Posts Tagged clojure
So a quick recap of the good and bad during the first day of the 2011 Clojure Conj.
Lets start with the good:
- A fantastic talk by Arnoldo Muller-Molina on using Clojure in some very interesting bioinformatics problems.
- Two very interesting talks on logic programming, one by Ambrose on Clojure’s core.logic, another less formal talk by William Byrd and Dan Friedman (two of the authors of the Reasoned Schemer, which I really need to read) on minikanren, which included writing a program to write 50 functions that return 6 (though I think it would have been more useful had it found functions that returned 42…).
- I finally got my print copy of Clojure In Action (which I ordered as part of Manning’s early access program when the book was still in Beta… just over 18 months ago).
- A great talk by the precocious Anthony Grimes on Clojail.
- A lot of people I talked to are using Clojure not just for hobby development, but in their day jobs as well.
- The Sheraton seems very capable of handling the size of the crowd.
But of course there were a few negatives as well.
- Ragweed is in season and I really should have started taking allergy pills a few days ago. And by the sneezes I heard behind me, I wasn’t the only one.
- Parking in the lot is a tad bit expensive for those of us not staying at the hotel (though of course I didn’t have to travel, so I can’t complain about cost too much).
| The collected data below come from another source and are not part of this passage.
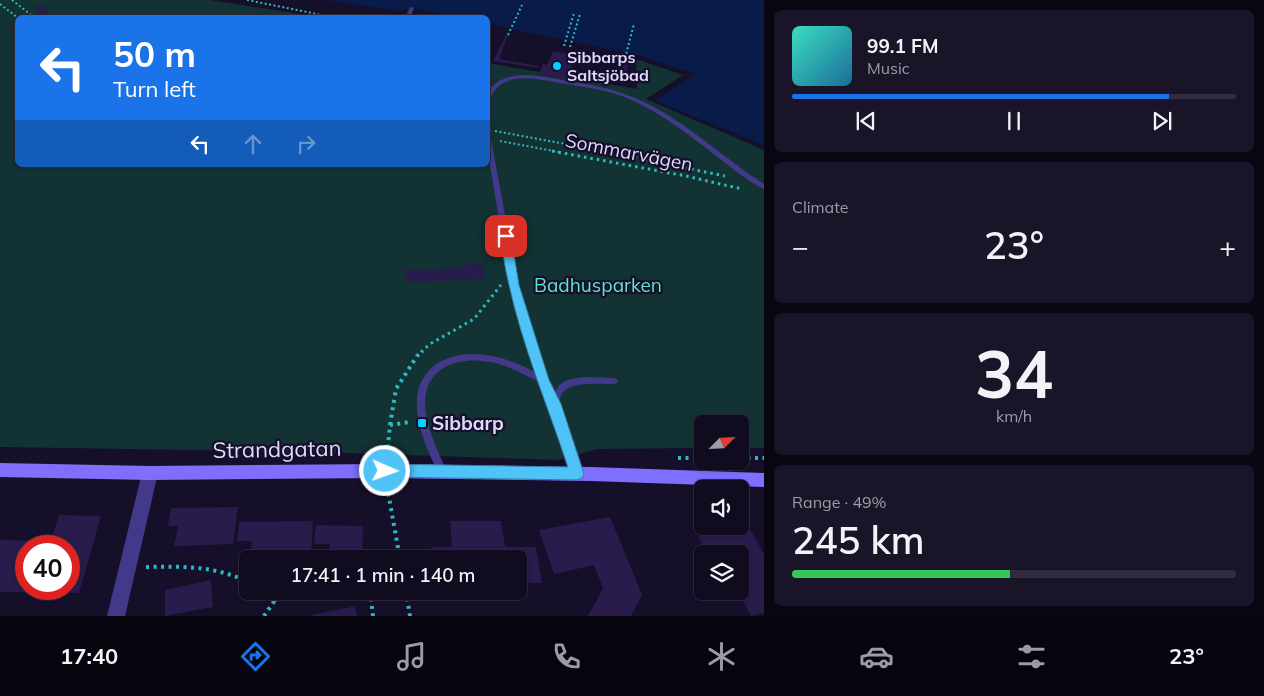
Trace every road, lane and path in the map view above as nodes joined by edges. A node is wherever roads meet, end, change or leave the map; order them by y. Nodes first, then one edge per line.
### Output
1 (12, 0) edge
2 (247, 0) edge
3 (0, 4) edge
4 (522, 5) dead end
5 (412, 8) dead end
6 (574, 13) dead end
7 (580, 14) dead end
8 (31, 15) edge
9 (321, 15) edge
10 (408, 15) edge
11 (15, 16) edge
12 (634, 24) dead end
13 (508, 35) dead end
14 (564, 46) dead end
15 (570, 47) dead end
16 (625, 58) dead end
17 (490, 88) edge
18 (490, 129) edge
19 (490, 139) edge
20 (490, 150) edge
21 (730, 178) dead end
22 (764, 187) edge
23 (747, 190) dead end
24 (512, 272) junction
25 (543, 380) junction
26 (614, 381) dead end
27 (554, 404) junction
28 (410, 422) dead end
29 (390, 425) junction
30 (749, 458) edge
31 (764, 458) edge
32 (0, 470) edge
33 (385, 471) junction
34 (442, 472) junction
35 (150, 473) junction
36 (577, 474) junction
37 (764, 480) edge
38 (398, 550) edge
39 (127, 567) junction
40 (239, 577) edge
41 (275, 600) edge
42 (371, 600) edge
43 (407, 600) edge
44 (116, 616) edge
45 (264, 616) edge
46 (373, 616) edge
47 (410, 616) edge

1 - 8 path
2 - 9 path
3 - 11 path
4 - 13 path
5 - 10 lane
6 - 14 path
7 - 15 path
12 - 16 path
17 - 22 lane
18 - 21 path, Sommarvägen
19 - 23 path, Sommarvägen
20 - 24 lane
24 - 25 lane
24 - 29 path
25 - 27 street
25 - 34 lane
26 - 27 lane
27 - 36 street
28 - 29 path
29 - 33 path
30 - 31 path
32 - 35 street, Strandgatan
33 - 34 street, Strandgatan
33 - 35 street, Strandgatan
33 - 38 path
34 - 36 street, Strandgatan
35 - 39 street
36 - 37 street, Strandgatan
39 - 40 path
39 - 44 street
41 - 45 path
42 - 46 path
43 - 47 path

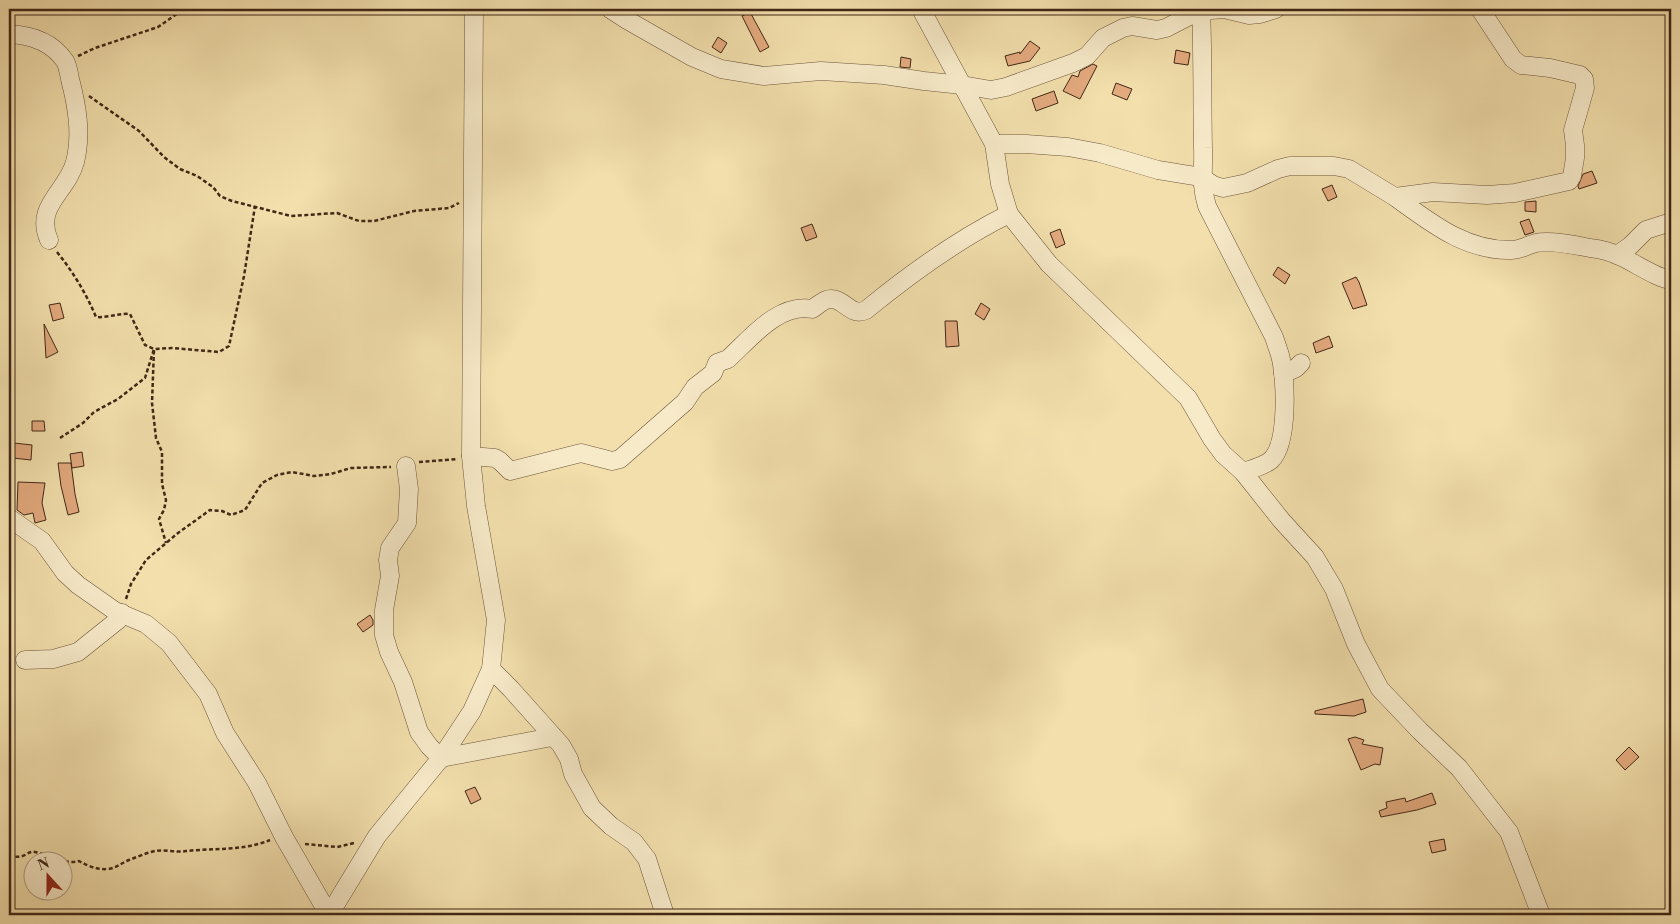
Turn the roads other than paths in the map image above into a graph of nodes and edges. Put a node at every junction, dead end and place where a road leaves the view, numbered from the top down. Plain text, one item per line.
1 (474, 9) edge
2 (610, 9) edge
3 (921, 9) edge
4 (1276, 9) edge
5 (1480, 9) edge
6 (1201, 10) edge
7 (9, 34) edge
8 (962, 85) junction
9 (994, 144) junction
10 (1201, 177) junction
11 (1395, 197) junction
12 (1009, 214) junction
13 (1671, 222) edge
14 (49, 240) road end
15 (1617, 254) junction
16 (1671, 280) edge
17 (1301, 363) dead end
18 (1283, 374) junction
19 (471, 456) junction
20 (406, 466) road end
21 (1243, 472) junction
22 (9, 518) edge
23 (122, 613) junction
24 (25, 660) dead end
25 (491, 669) junction
26 (552, 737) junction
27 (441, 758) junction
28 (329, 915) edge
29 (664, 915) edge
30 (1541, 915) edge

1 - 19 street
2 - 8 street
3 - 8 street
4 - 6 street
5 - 11 street
6 - 8 street
6 - 10 street
7 - 14 street
8 - 9 street
9 - 10 street
9 - 12 street
10 - 11 street
10 - 18 street
11 - 15 street
12 - 19 street
12 - 21 street
13 - 15 street
15 - 16 street
17 - 18 street
18 - 21 street
19 - 25 street
20 - 27 street
21 - 30 street
22 - 23 street
23 - 24 street
23 - 28 street
25 - 26 street
25 - 27 street
26 - 27 street
26 - 29 street
27 - 28 street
- Lunch was, well, less than inspired. I mean come on, make your own sandwiches? I can make those at home and bring it with me…
- No bagpipes (yet…).
All in all, a very good first day.
So today was, lets say Day 0 of Strange Loop. Aside from some hiccups on the plane to St Louis regarding a very important part of the plane (we were delayed for half an hour while they fixed the flushing mechanism in the lavatory), things have gone well. The actual conference begins tomorrow, but today were the optional workshops and, of course, was the day most people arrived for the conference proper. Let me preface this post by stating that the rooftop bar is very nice. Where else can you drink Scotch while discussing the uptake of Clojure within business software companies with some of the smartest people in the industry? But as a warning, that might impact the quality of this post…
Anyway, I had signed up for only one workshop, Nathan Marz’s Cascalog workshop. Cascalog is a Clojure based library for data processing with Hadoop. Think SQL on steroids. I have interests in both Clojure and Hadoop, and yet don’t have too much experience with databases, so it was an obvious session for me to sign up for. It was a three hour workshop, but at the start Nathan warned he was used to giving similar workshops for around 9 hours so this one might be a little rushed. I had initially laughed, thinking 3 hours sounded like a long time, but it definitely was rushed. Yet we learned quite a lot. Cascalog definitely is a powerful library which I will certainly play around with later. I was very impressed with the quality of the queries that could be made with what seemed very intuitive Clojure code, not the convoluted nonsense many SQL queries end up as.
Tomorrow comes the hard part though, choosing between several very different, yet very interesting talks that are scheduled at the same time. In fairness to the conference planners, with the number of talks that look interesting it would have been mathematically impossible for them to schedule everything so I could attend everything that I wanted. But still, as Alan Dipert of Relevance said, the thing I am least looking forward to is having to choose between talks. I just hope enough will be recorded that I will be able to watch the ones I miss later.
The “Clojure”/”Google Closure” thing is going to get a bit confusing though.